PROVIDED MATERIAL:
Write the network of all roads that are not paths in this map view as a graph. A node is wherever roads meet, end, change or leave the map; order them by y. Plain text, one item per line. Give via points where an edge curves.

* * *

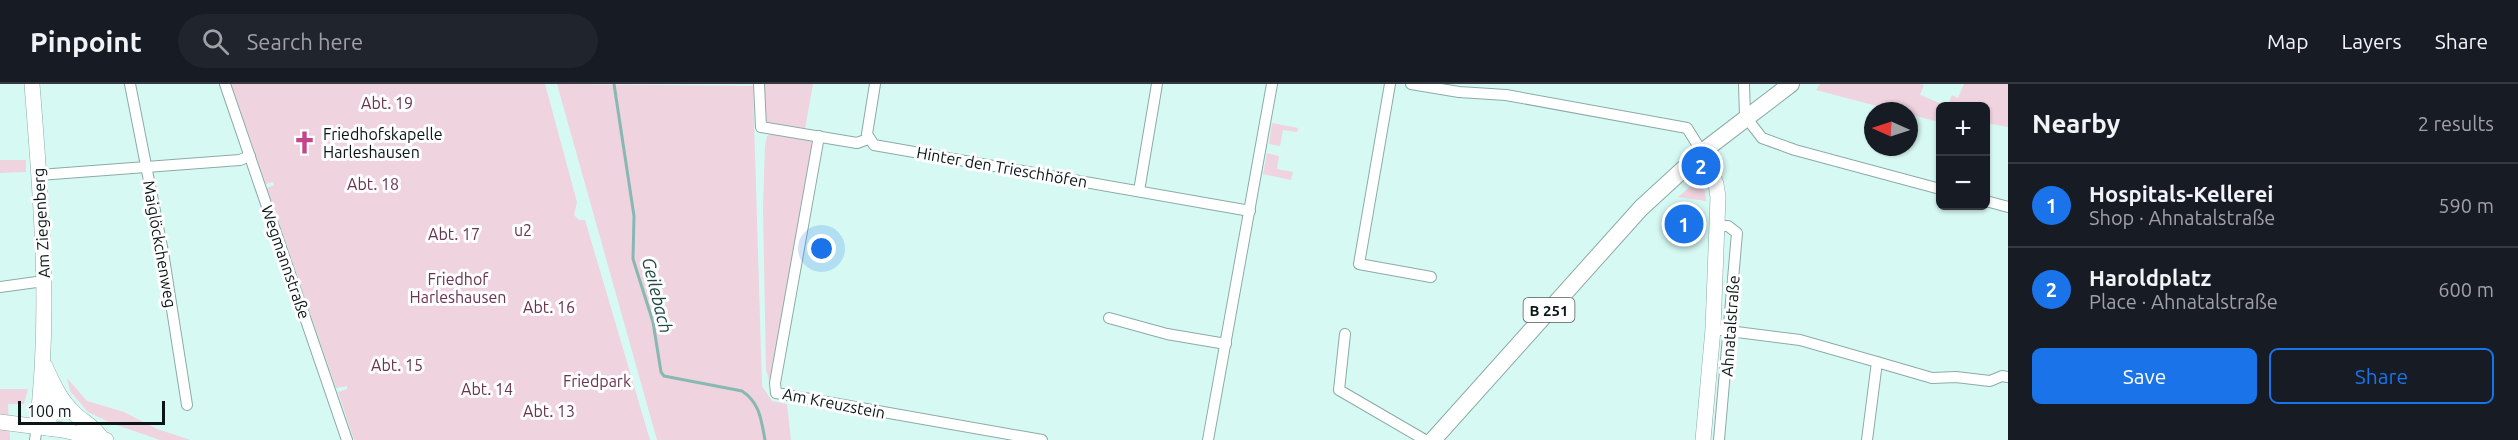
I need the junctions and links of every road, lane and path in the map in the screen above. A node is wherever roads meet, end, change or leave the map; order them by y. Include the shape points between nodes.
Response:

INSTRUCTIONS FOR THE TASK:
Each line above that carries the string "change" has to be returned.

ANSWER FOR THIS EXERCISE:
Write the network of all roads that are not paths in this map view as a graph. A node is wherever roads meet, end, change or leave the map; order them by y. Plain text, one item per line. Give via points where an edge curves.
I need the junctions and links of every road, lane and path in the map in the screen above. A node is wherever roads meet, end, change or leave the map; order them by y. Include the shape points between nodes.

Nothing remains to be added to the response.